I saw that match, and Jenna did not deserve to be put over!


----------



## obby (May 19, 2009)

reminds me of Kaitlyn in NXT season 3

perhaps this means she'll eventually evolve to become mediocre at best


----------



## randyorton8 (Aug 22, 2004)

I was really hoping to see Jo-Jo get in she looks like she can wrestle.Eva Marie is gorgeous,but she has no idea what she's doing out there.Shes being pushed because of total divas,but even walking to the ring she looks like a deer in the headlights 


Sent from Verticalsports.com Free App


----------



## december_blue (Dec 3, 2007)

Eva's debut brought back memories of that infamous Jackie Gayda mixed tag match lol


----------



## BaBy FireFly (Aug 23, 2011)

randyorton8 said:


> I was really hoping to see Jo-Jo get in she looks like she can wrestle.Eva Marie is gorgeous,but she has no idea what she's doing out there.Shes being pushed because of total divas,but even walking to the ring she looks like a deer in the headlights
> 
> 
> Sent from Verticalsports.com Free App


She just stands there with her arms up and then just drops them with no emotion lol

Sent from Verticalsports.com Free App


----------



## prodandimitrow (Dec 21, 2012)

obby said:


> reminds me of Kaitlyn in NXT season 3
> 
> perhaps this means she'll eventually evolve to become mediocre at best


At least Kaitlyn had passion about wrestling , i doubt Eva Marie has (havent watched total divas so im just assuming things).


----------



## JTB33b (Jun 26, 2007)

Just be glad we didn't see her trying to run ropes. She probally would have got tangled up in them. All she pretty much had to do was sell being kicked while laying on the mat and she couldn't even do that. I don't think you have to be told to not smile and laugh while being beaten up.


----------



## BaBy FireFly (Aug 23, 2011)

prodandimitrow said:


> At least Kaitlyn had passion about wrestling , i doubt Eva Marie has (havent watched total divas so im just assuming things).

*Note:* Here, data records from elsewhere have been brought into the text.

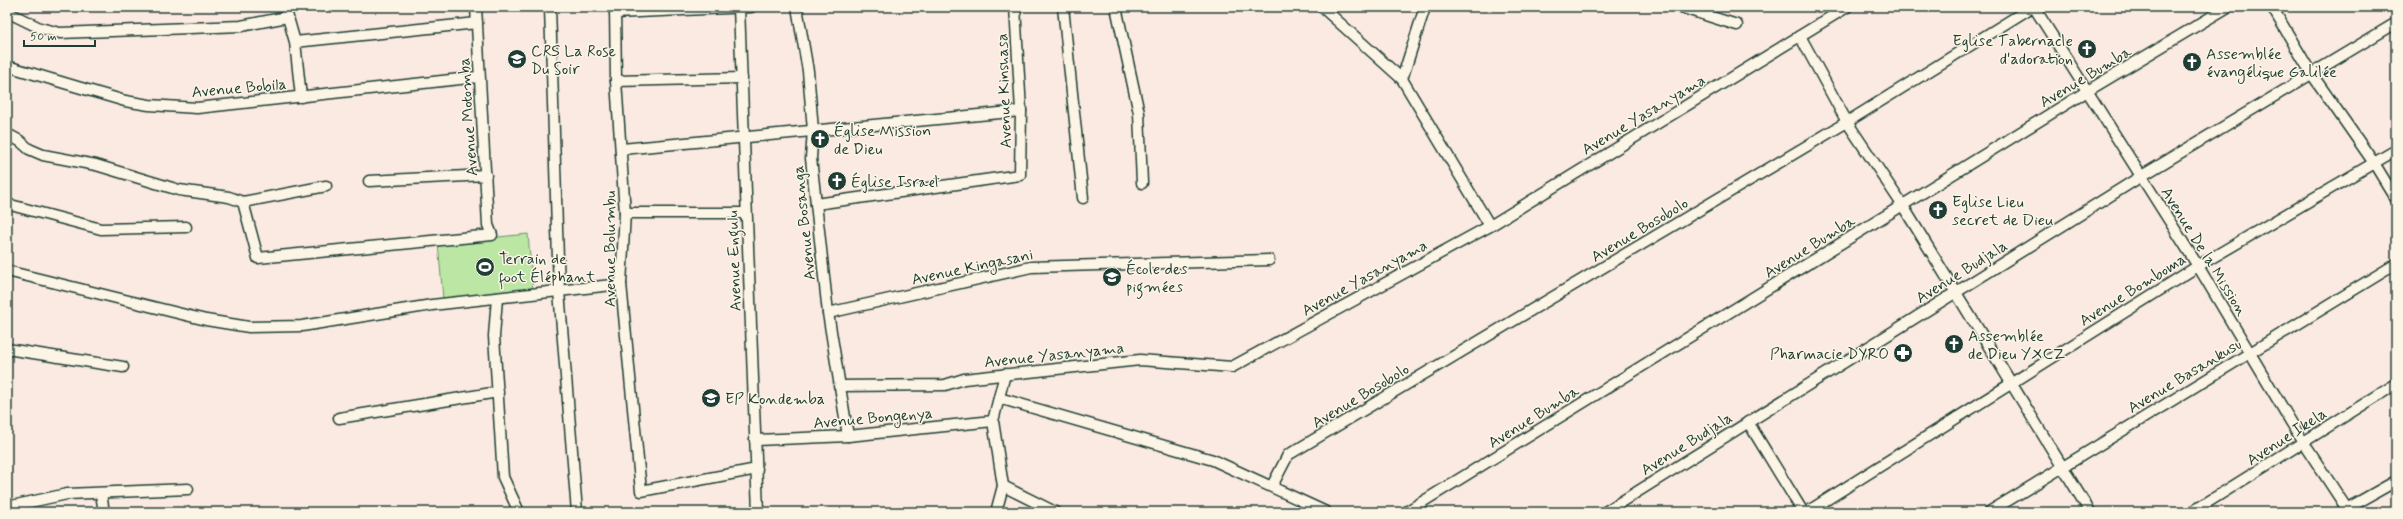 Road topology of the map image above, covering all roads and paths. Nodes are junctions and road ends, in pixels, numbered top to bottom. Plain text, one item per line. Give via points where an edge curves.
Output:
1 (285, 7) edge
2 (476, 7) edge
3 (550, 7) edge
4 (752, 7) edge
5 (797, 7) edge
6 (1015, 7) edge
7 (1063, 7) edge
8 (1116, 7) edge
9 (1425, 7) edge
10 (1680, 7) edge
11 (1847, 7) edge
12 (2033, 7) edge
13 (2228, 7) edge
14 (2272, 7) edge
15 (739, 8) edge
16 (1328, 9) edge
17 (615, 10) edge
18 (7, 12) edge
19 (287, 17) junction
20 (477, 23) junction
21 (2396, 23) edge
22 (1737, 25) dead end
23 (1800, 36) junction
24 (295, 42) junction
25 (7, 66) edge
26 (2311, 73) junction
27 (478, 78) junction
28 (742, 78) junction
29 (1402, 79) junction
30 (616, 81) junction
31 (2089, 90) junction
32 (301, 97) junction
33 (1022, 111) junction
34 (1848, 122) junction
35 (813, 130) junction
36 (7, 134) edge
37 (744, 137) junction
38 (622, 149) junction
39 (2396, 150) edge
40 (2374, 163) junction
41 (486, 176) junction
42 (2140, 177) junction
43 (370, 181) dead end
44 (1142, 183) dead end
45 (326, 186) dead end
46 (1083, 198) dead end
47 (2396, 199) edge
48 (243, 202) junction
49 (7, 204) edge
50 (816, 204) junction
51 (1903, 206) junction
52 (625, 213) junction
53 (746, 213) junction
54 (186, 226) dead end
55 (1490, 226) junction
56 (1269, 260) dead end
57 (2396, 264) edge
58 (2198, 266) junction
59 (7, 271) edge
60 (621, 284) junction
61 (559, 291) junction
62 (1955, 292) junction
63 (497, 298) junction
64 (828, 313) junction
65 (7, 349) edge
66 (2249, 353) junction
67 (123, 367) dead end
68 (1005, 374) junction
69 (2011, 382) junction
70 (2396, 384) edge
71 (839, 386) junction
72 (498, 392) junction
73 (999, 398) junction
74 (339, 418) dead end
75 (993, 421) junction
76 (1748, 422) junction
77 (848, 436) junction
78 (755, 440) junction
79 (2303, 442) junction
80 (2062, 467) junction
81 (757, 469) junction
82 (2396, 481) edge
83 (1002, 486) junction
84 (1272, 486) junction
85 (188, 489) dead end
86 (101, 494) junction
87 (7, 508) edge
88 (2345, 511) edge
89 (104, 512) edge
90 (519, 512) edge
91 (577, 512) edge
92 (758, 512) edge
93 (996, 512) edge
94 (1055, 512) edge
95 (1326, 512) edge
96 (1406, 512) edge
97 (1605, 512) edge
98 (1803, 512) edge
99 (1807, 512) edge
100 (1989, 512) edge
101 (2090, 512) edge
102 (2192, 512) edge

1 - 19 street
2 - 20 street, Avenue Motomba
3 - 61 street
4 - 15 street
5 - 35 street, Avenue Bosanga via 808,71
6 - 33 street, Avenue Kinshasa
7 - 46 street
8 - 44 street via 1139,114
9 - 29 street
10 - 22 street
11 - 23 street, Avenue Yasanyama
12 - 31 street, Avenue De la Mission
12 - 34 street, Avenue Bosobolo
13 - 31 street, Avenue Bumba
14 - 26 street
15 - 17 street
15 - 28 street, Avenue Engulu
16 - 29 street
17 - 30 street, Avenue Bolumbu
18 - 19 street via 40,28 60,33 241,26
19 - 24 street
20 - 24 street
20 - 27 street, Avenue Motomba
21 - 26 street, Avenue Budjala
23 - 34 street
23 - 55 street, Avenue Yasanyama
24 - 32 street
25 - 32 street, Avenue Bobila via 149,105 197,108
26 - 40 street
26 - 42 street, Avenue Budjala
27 - 32 street, Avenue Bobila
27 - 41 street, Avenue Motomba
28 - 30 street
28 - 37 street, Avenue Engulu
29 - 55 street
30 - 38 street, Avenue Bolumbu
31 - 42 street, Avenue De la Mission
31 - 51 street, Avenue Bumba
33 - 35 street
33 - 50 street, Avenue Kinshasa via 1020,175
34 - 51 street
34 - 84 street, Avenue Bosobolo via 1288,455
35 - 37 street
35 - 50 street, Avenue Bosanga via 811,158
36 - 48 street via 43,155 96,164 180,190 228,197
37 - 38 street
37 - 53 street, Avenue Engulu
38 - 52 street, Avenue Bolumbu
39 - 40 street, Avenue Bomboma
40 - 47 street
40 - 58 street, Avenue Bomboma
41 - 43 street
41 - 48 street, Avenue Motomba via 488,225 492,235 258,258
42 - 58 street, Avenue De la Mission
42 - 62 street, Avenue Budjala
45 - 48 street
49 - 54 street via 101,228
50 - 64 street, Avenue Bosanga
51 - 62 street
51 - 96 street, Avenue Bumba
52 - 53 street
52 - 60 street, Avenue Bolumbu
53 - 78 street, Avenue Engulu
55 - 68 street, Avenue Yasanyama via 1232,366 1140,360
56 - 64 street, Avenue Kingasani via 1031,267
57 - 66 street, Avenue Basankusu
58 - 66 street, Avenue De la Mission
58 - 69 street, Avenue Bomboma
59 - 63 street via 206,320 249,327 302,326 432,305
60 - 61 street
60 - 81 street, Avenue Bolumbu via 641,491
61 - 63 street
61 - 91 street
62 - 69 street
62 - 76 street, Avenue Budjala
63 - 72 street via 494,336
64 - 71 street, Avenue Bosanga
65 - 67 street
66 - 79 street, Avenue De la Mission
66 - 80 street, Avenue Basankusu
68 - 71 street, Avenue Yasanyama via 964,379 945,385
68 - 73 street
69 - 80 street
69 - 99 street, Avenue Bomboma
70 - 79 street, Avenue Ikela
71 - 77 street, Avenue Bosanga
72 - 74 street
72 - 90 street via 502,477
73 - 75 street
73 - 84 street via 1213,460
75 - 77 street, Avenue Bongenya
75 - 83 street
76 - 97 street, Avenue Budjala
76 - 98 street
77 - 78 street, Avenue Bongenya
78 - 81 street, Avenue Engulu
79 - 88 street, Avenue De la Mission
79 - 102 street, Avenue Ikela
80 - 100 street, Avenue Basankusu
80 - 101 street
81 - 92 street, Avenue Engulu
82 - 88 street
83 - 93 street
83 - 94 street
84 - 95 street
85 - 86 street
86 - 87 street via 67,494
86 - 89 street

She gets the maxim shoot and she was like its my biggest dream to be in maxim and I just rolled my eyes. Shes just using wwe for fame....at leat that's how I feel.

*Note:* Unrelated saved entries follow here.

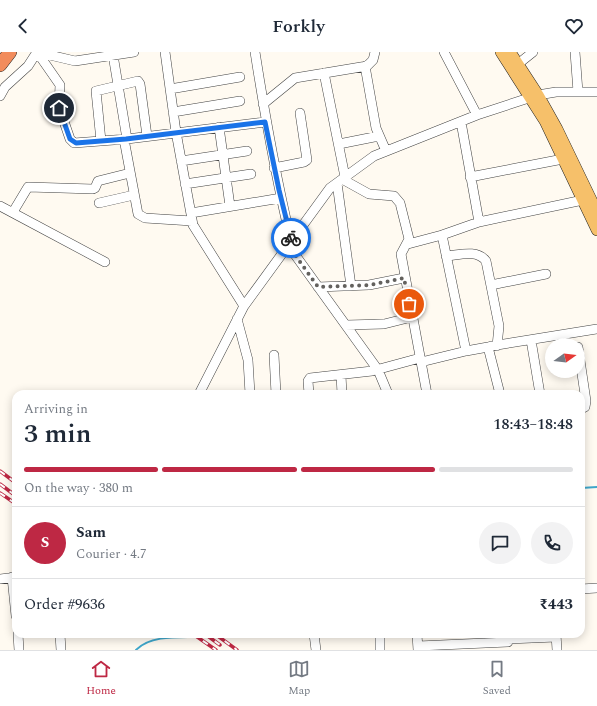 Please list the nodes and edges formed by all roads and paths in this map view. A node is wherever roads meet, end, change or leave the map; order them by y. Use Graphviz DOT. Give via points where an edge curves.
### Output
graph roads {
  1 [pos="10,52"];
  2 [pos="37,52"];
  3 [pos="134,52"];
  4 [pos="164,52"];
  5 [pos="256,52"];
  6 [pos="375,52"];
  7 [pos="444,52"];
  8 [pos="501,52"];
  9 [pos="510,52"];
  10 [pos="533,52"];
  11 [pos="575,52"];
  12 [pos="94,55"];
  13 [pos="113,55"];
  14 [pos="518,64"];
  15 [pos="0,65"];
  16 [pos="365,66"];
  17 [pos="324,73"];
  18 [pos="240,77"];
  19 [pos="118,85"];
  20 [pos="170,89"];
  21 [pos="578,92"];
  22 [pos="597,92"];
  23 [pos="0,96"];
  24 [pos="534,96"];
  25 [pos="240,101"];
  26 [pos="263,104"];
  27 [pos="173,112"];
  28 [pos="300,113"];
  29 [pos="477,115"];
  30 [pos="265,122"];
  31 [pos="461,122"];
  32 [pos="219,127"];
  33 [pos="176,132"];
  34 [pos="148,136"];
  35 [pos="379,136"];
  36 [pos="125,139"];
  37 [pos="101,141"];
  38 [pos="339,144"];
  39 [pos="247,151"];
  40 [pos="386,151"];
  41 [pos="223,155"];
  42 [pos="563,159"];
  43 [pos="181,161"];
  44 [pos="274,168"];
  45 [pos="130,173"];
  46 [pos="251,174"];
  47 [pos="227,178"];
  48 [pos="470,178"];
  49 [pos="341,180"];
  50 [pos="185,184"];
  51 [pos="134,196"];
  52 [pos="281,198"];
  53 [pos="583,200"];
  54 [pos="99,203"];
  55 [pos="0,206"];
  56 [pos="230,206"];
  57 [pos="13,212"];
  58 [pos="597,212"];
  59 [pos="191,217"];
  60 [pos="479,222"];
  61 [pos="597,230"];
  62 [pos="442,235"];
  63 [pos="290,243"];
  64 [pos="408,244"];
  65 [pos="446,256"];
  66 [pos="105,262"];
  67 [pos="546,274"];
  68 [pos="404,278"];
  69 [pos="351,286"];
  70 [pos="491,286"];
  71 [pos="318,287"];
  72 [pos="244,306"];
  73 [pos="412,317"];
  74 [pos="237,319"];
  75 [pos="346,325"];
  76 [pos="597,329"];
  77 [pos="576,332"];
  78 [pos="577,338"];
  79 [pos="531,340"];
  80 [pos="493,346"];
  81 [pos="466,351"];
  82 [pos="274,355"];
  83 [pos="420,360"];
  84 [pos="378,370"];
  85 [pos="341,375"];
  86 [pos="583,378"];
  87 [pos="201,390"];
  88 [pos="250,390"];
  89 [pos="276,390"];
  90 [pos="309,390"];
  91 [pos="342,390"];
  92 [pos="386,390"];
  93 [pos="426,390"];
  94 [pos="499,390"];
  95 [pos="539,390"];
  96 [pos="584,390"];
  97 [pos="585,394"];
  98 [pos="585,407"];
  99 [pos="12,577"];
  100 [pos="0,579"];
  101 [pos="585,588"];
  102 [pos="597,588"];
  103 [pos="18,638"];
  104 [pos="60,638"];
  105 [pos="314,638"];
  106 [pos="380,638"];
  107 [pos="417,638"];
  108 [pos="537,638"];
  109 [pos="556,638"];
  110 [pos="508,641"];
  111 [pos="469,647"];
  112 [pos="418,648"];
  113 [pos="20,650"];
  114 [pos="61,650"];
  115 [pos="316,650"];
  116 [pos="380,650"];
  117 [pos="557,650"];
  1 -- 15 [label="highway"];
  2 -- 12 [label="street" via="75,61"];
  2 -- 23 [label="street" via="28,66 5,87"];
  2 -- 37 [label="street" via="60,85 59,108 71,141"];
  3 -- 13 [label="street"];
  4 -- 20 [label="street"];
  5 -- 26 [label="street"];
  6 -- 16 [label="street" via="371,63"];
  7 -- 29 [label="street"];
  8 -- 24 [label="main road"];
  9 -- 14 [label="main road"];
  10 -- 14 [label="street"];
  11 -- 21 [label="street"];
  12 -- 13 [label="street"];
  13 -- 19 [label="street"];
  14 -- 24 [label="main road"];
  16 -- 17 [label="street"];
  16 -- 35 [label="street"];
  17 -- 26 [label="street" via="295,78"];
  17 -- 38 [label="street"];
  18 -- 20 [label="street"];
  19 -- 34 [label="street" via="140,83"];
  19 -- 36 [label="street"];
  19 -- 37 [label="street" via="95,92"];
  20 -- 27 [label="street"];
  21 -- 22 [label="street"];
  21 -- 24 [label="street"];
  24 -- 29 [label="street"];
  24 -- 42 [label="main road"];
  24 -- 58 [label="main road" via="557,129"];
  25 -- 27 [label="street"];
  26 -- 30 [label="street"];
  27 -- 33 [label="street"];
  28 -- 44 [label="street" via="307,160"];
  29 -- 31 [label="street"];
  30 -- 32 [label="street"];
  30 -- 44 [label="street"];
  31 -- 40 [label="street"];
  31 -- 48 [label="street"];
  32 -- 33 [label="street"];
  32 -- 41 [label="street"];
  33 -- 34 [label="street"];
  33 -- 43 [label="street"];
  34 -- 36 [label="street"];
  35 -- 38 [label="street"];
  35 -- 40 [label="street"];
  36 -- 37 [label="street"];
  36 -- 45 [label="street"];
  38 -- 49 [label="street"];
  39 -- 41 [label="street"];
  40 -- 49 [label="street" via="374,156"];
  41 -- 43 [label="street"];
  41 -- 47 [label="street"];
  42 -- 48 [label="street"];
  42 -- 53 [label="main road"];
  43 -- 50 [label="street"];
  44 -- 52 [label="street"];
  45 -- 51 [label="street"];
  45 -- 57 [label="street" via="98,181 93,189 28,187"];
  46 -- 47 [label="street"];
  47 -- 50 [label="street"];
  47 -- 56 [label="street"];
  48 -- 60 [label="street"];
  49 -- 63 [label="street" via="330,188"];
  49 -- 64 [label="street" via="369,194 397,197 410,240"];
  49 -- 69 [label="street"];
  50 -- 59 [label="street"];
  51 -- 54 [label="street"];
  51 -- 59 [label="street" via="138,214 145,218"];
  52 -- 56 [label="street"];
  52 -- 63 [label="street"];
  53 -- 60 [label="street"];
  53 -- 61 [label="main road"];
  55 -- 57 [label="street"];
  56 -- 59 [label="street"];
  57 -- 66 [label="street"];
  59 -- 72 [label="street"];
  60 -- 62 [label="street"];
  62 -- 64 [label="street"];
  62 -- 65 [label="street"];
  63 -- 71 [label="street"];
  63 -- 72 [label="street"];
  64 -- 68 [label="street" via="401,252"];
  65 -- 70 [label="street" via="480,255 486,261"];
  65 -- 81 [label="street"];
  67 -- 70 [label="street"];
  68 -- 69 [label="street"];
  68 -- 73 [label="street"];
  69 -- 71 [label="street"];
  70 -- 80 [label="street" via="499,326"];
  71 -- 75 [label="street"];
  72 -- 74 [label="street"];
  73 -- 75 [label="street" via="384,324"];
  73 -- 83 [label="street"];
  74 -- 87 [label="street"];
  74 -- 88 [label="street" via="248,360"];
  75 -- 84 [label="street"];
  76 -- 77 [label="street"];
  77 -- 78 [label="street"];
  77 -- 79 [label="street"];
  79 -- 80 [label="street"];
  79 -- 95 [label="street"];
  80 -- 81 [label="street"];
  80 -- 94 [label="street"];
  81 -- 83 [label="street"];
  82 -- 89 [label="street"];
  83 -- 84 [label="street"];
  83 -- 93 [label="street"];
  84 -- 85 [label="street"];
  84 -- 92 [label="street"];
  85 -- 90 [label="street" via="310,378"];
  85 -- 91 [label="street"];
  86 -- 96 [label="street"];
  97 -- 98 [label="street"];
  99 -- 100 [label="street"];
  101 -- 102 [label="street"];
  103 -- 113 [label="street"];
  104 -- 114 [label="street"];
  105 -- 115 [label="street"];
  106 -- 116 [label="street"];
  107 -- 112 [label="street"];
  108 -- 110 [label="street"];
  109 -- 117 [label="street"];
  110 -- 111 [label="street"];
  111 -- 112 [label="street"];
}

Sent from Verticalsports.com Free App


----------



## Alex (Feb 27, 2010)

To call her in-ring debut terrible would be understating how bad it actually was. Although I've never received any wrestling training, I'm fairly certain one of the fundamentals you're taught is how to sell. If she's been training six months, she should know when she gets hit she should sell the move as if it really fucking hurts. You don't take a bump and then immediately shrug it off and start trying to crawl to your corner, you take as brutal a beating as you can make it look, garner sympathy from the crowd, keep building and building it until you make the hot-tag. She looked like a deer in the headlights. Sure, there might be room for improvement but then keep her off TV, or at least your A-show, until her act has been refined and she actually looks like she knows what she's doing.


----------



## december_blue (Dec 3, 2007)

Just saw her in the 6 Divas tag match on Smackdown. She wasn't in the ring for nearly as long this time, but she definitely looked a lot better.


----------



## E N F O R C E R (Nov 4, 2012)

Eva is exactly why we should ignore women with actual wrestling talent and go for good looking girls without a modicum of respect or understanding of the business


----------



## BaBy FireFly (Aug 23, 2011)

Alex said:


> To call her in-ring debut terrible would be understating how bad it actually was. Although I've never received any wrestling training, I'm fairly certain one of the fundamentals you're taught is how to sell. If she's been training six months, she should know when she gets hit she should sell the move as if it really fucking hurts. You don't take a bump and then immediately shrug it off and start trying to crawl to your corner, you take as brutal a beating as you can make it look, garner sympathy from the crowd, keep building and building it until you make the hot-tag. She looked like a deer in the headlights. Sure, there might be room for improvement but then keep her off TV, or at least your A-show, until her act has been refined and she actually looks like she knows what she's doing.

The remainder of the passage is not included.